TO DO
Output the data below exactly. Leave nothing out.

****************

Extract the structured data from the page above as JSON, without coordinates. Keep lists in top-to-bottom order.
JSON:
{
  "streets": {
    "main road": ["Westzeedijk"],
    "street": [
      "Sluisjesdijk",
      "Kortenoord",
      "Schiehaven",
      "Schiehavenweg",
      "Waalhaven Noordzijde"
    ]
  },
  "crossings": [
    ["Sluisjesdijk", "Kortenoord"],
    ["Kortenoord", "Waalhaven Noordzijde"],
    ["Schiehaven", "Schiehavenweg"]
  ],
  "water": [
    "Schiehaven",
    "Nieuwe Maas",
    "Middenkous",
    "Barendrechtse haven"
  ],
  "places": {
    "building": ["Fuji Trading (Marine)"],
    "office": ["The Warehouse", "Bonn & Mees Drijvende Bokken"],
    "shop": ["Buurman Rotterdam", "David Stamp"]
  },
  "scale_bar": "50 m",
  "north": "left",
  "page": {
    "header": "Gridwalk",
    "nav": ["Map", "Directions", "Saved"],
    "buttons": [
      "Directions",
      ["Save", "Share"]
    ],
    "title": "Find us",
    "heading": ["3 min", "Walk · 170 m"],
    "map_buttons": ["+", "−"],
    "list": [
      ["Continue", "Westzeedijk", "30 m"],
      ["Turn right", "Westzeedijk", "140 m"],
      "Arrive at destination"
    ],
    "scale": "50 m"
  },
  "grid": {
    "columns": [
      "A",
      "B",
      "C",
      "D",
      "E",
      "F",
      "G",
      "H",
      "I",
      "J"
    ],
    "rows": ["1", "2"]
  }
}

****************

TASK OUTPUT
Extract the structured data from the page above as JSON, without coordinates. Keep lists in top-to-bottom order.
JSON:
{
  "streets": {
    "main road": ["Westzeedijk"],
    "street": [
      "Sluisjesdijk",
      "Kortenoord",
      "Schiehaven",
      "Schiehavenweg",
      "Waalhaven Noordzijde"
    ]
  },
  "crossings": [
    ["Sluisjesdijk", "Kortenoord"],
    ["Kortenoord", "Waalhaven Noordzijde"],
    ["Schiehaven", "Schiehavenweg"]
  ],
  "water": [
    "Schiehaven",
    "Nieuwe Maas",
    "Middenkous",
    "Barendrechtse haven"
  ],
  "places": {
    "building": ["Fuji Trading (Marine)"],
    "office": ["The Warehouse", "Bonn & Mees Drijvende Bokken"],
    "shop": ["Buurman Rotterdam", "David Stamp"]
  },
  "scale_bar": "50 m",
  "north": "left",
  "page": {
    "header": "Gridwalk",
    "nav": ["Map", "Directions", "Saved"],
    "buttons": [
      "Directions",
      ["Save", "Share"]
    ],
    "title": "Find us",
    "heading": ["3 min", "Walk · 170 m"],
    "map_buttons": ["+", "−"],
    "list": [
      ["Continue", "Westzeedijk", "30 m"],
      ["Turn right", "Westzeedijk", "140 m"],
      "Arrive at destination"
    ],
    "scale": "50 m"
  },
  "grid": {
    "columns": [
      "A",
      "B",
      "C",
      "D",
      "E",
      "F",
      "G",
      "H",
      "I",
      "J"
    ],
    "rows": ["1", "2"]
  }
}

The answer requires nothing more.